[Stored items]
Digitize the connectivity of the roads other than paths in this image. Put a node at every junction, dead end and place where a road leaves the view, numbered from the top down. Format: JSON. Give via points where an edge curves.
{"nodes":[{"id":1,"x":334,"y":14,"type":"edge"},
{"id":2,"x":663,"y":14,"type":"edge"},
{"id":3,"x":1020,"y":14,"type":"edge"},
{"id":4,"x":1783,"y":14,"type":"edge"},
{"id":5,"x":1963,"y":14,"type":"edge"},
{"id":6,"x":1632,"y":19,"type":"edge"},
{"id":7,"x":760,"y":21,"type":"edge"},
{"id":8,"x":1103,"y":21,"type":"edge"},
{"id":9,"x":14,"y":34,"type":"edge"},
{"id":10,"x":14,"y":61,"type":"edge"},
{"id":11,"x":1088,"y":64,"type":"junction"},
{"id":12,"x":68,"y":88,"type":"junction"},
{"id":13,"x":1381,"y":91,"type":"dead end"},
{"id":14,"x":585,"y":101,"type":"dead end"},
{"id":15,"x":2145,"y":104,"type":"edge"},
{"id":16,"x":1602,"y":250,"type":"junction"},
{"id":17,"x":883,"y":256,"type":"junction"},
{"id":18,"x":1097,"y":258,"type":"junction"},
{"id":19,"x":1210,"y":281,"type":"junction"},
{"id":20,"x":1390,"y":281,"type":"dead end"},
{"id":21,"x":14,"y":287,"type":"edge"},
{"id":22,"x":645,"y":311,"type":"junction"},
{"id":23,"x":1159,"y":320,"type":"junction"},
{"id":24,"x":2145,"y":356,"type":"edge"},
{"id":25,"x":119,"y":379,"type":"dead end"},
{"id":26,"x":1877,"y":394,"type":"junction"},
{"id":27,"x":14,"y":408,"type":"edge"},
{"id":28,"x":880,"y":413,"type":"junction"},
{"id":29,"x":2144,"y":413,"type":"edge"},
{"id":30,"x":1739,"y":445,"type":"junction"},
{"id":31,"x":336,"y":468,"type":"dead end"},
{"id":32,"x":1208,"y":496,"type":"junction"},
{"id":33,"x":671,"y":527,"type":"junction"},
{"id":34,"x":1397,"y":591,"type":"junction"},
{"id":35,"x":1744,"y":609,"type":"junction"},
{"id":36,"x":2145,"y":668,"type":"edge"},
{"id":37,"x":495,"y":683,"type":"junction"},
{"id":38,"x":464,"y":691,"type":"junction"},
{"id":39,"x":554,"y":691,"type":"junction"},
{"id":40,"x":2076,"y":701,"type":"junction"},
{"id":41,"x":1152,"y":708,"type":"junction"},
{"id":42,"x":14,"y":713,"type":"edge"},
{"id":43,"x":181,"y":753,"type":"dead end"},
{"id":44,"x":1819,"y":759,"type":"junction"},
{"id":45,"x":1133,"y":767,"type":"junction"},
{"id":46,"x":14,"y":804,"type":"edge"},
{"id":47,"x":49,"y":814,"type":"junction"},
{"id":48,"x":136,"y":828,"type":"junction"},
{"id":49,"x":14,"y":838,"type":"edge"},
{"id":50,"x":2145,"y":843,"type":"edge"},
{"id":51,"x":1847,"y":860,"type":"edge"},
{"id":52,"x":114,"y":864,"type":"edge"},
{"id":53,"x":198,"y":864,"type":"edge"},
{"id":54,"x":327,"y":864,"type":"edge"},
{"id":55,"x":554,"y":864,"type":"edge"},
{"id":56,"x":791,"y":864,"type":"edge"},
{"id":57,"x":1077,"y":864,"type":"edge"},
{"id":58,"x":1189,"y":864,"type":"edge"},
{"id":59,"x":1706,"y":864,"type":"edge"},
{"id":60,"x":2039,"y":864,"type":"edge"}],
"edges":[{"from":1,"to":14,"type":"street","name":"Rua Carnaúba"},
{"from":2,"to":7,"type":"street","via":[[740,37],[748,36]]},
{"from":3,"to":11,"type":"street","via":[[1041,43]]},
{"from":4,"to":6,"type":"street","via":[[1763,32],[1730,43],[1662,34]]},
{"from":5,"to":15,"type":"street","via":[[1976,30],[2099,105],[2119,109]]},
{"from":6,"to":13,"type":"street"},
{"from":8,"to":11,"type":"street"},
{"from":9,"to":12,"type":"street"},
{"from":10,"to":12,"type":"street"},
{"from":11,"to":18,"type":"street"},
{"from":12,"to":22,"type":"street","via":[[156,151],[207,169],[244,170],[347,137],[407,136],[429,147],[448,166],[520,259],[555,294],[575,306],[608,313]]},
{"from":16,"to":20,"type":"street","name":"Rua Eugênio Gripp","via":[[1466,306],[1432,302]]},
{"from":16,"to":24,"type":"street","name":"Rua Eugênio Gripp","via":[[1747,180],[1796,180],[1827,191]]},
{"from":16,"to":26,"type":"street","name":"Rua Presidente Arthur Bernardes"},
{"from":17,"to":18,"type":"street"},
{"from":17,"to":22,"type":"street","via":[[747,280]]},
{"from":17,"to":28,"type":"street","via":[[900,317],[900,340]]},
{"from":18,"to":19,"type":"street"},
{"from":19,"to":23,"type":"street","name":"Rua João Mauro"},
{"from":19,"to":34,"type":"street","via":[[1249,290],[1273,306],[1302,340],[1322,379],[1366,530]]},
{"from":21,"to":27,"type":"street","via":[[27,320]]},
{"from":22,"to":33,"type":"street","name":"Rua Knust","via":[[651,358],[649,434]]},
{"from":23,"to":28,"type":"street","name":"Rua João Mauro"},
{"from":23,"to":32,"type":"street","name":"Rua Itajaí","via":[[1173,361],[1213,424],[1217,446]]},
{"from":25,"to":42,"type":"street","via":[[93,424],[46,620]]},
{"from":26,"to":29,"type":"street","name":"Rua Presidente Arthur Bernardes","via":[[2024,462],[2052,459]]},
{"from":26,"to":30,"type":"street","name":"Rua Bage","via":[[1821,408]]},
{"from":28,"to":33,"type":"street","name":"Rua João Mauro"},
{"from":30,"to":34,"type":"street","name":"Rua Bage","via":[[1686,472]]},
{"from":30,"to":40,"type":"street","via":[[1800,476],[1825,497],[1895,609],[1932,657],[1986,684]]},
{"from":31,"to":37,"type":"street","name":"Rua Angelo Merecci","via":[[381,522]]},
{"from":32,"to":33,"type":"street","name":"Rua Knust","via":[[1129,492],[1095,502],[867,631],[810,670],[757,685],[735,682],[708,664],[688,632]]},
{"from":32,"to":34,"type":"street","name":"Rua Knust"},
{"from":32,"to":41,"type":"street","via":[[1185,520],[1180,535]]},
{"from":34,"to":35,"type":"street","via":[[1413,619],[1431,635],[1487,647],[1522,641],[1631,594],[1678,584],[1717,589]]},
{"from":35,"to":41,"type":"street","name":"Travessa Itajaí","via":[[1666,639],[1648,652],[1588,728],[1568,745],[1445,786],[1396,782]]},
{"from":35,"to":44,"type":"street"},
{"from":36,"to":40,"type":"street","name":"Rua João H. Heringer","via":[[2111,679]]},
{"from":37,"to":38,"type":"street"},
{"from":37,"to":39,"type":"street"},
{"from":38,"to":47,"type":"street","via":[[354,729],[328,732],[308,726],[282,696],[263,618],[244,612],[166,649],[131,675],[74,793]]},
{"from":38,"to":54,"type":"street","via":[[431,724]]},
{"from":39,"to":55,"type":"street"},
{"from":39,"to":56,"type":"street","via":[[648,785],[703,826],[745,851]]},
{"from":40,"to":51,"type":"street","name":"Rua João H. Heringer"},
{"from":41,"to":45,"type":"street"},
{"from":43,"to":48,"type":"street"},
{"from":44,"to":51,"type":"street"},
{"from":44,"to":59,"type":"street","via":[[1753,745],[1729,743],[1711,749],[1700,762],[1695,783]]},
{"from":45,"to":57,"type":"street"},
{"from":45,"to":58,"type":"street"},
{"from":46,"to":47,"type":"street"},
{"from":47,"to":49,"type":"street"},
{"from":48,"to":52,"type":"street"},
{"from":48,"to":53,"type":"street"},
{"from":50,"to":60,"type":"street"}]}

§ **WORK TO BE COMPLETED**:
If a line in the entries includes the word "Arthur", copy that line out.

§ **RESPONSE FOR THIS EXERCISE**:
{"from":16,"to":26,"type":"street","name":"Rua Presidente Arthur Bernardes"},
{"from":26,"to":29,"type":"street","name":"Rua Presidente Arthur Bernardes","via":[[2024,462],[2052,459]]},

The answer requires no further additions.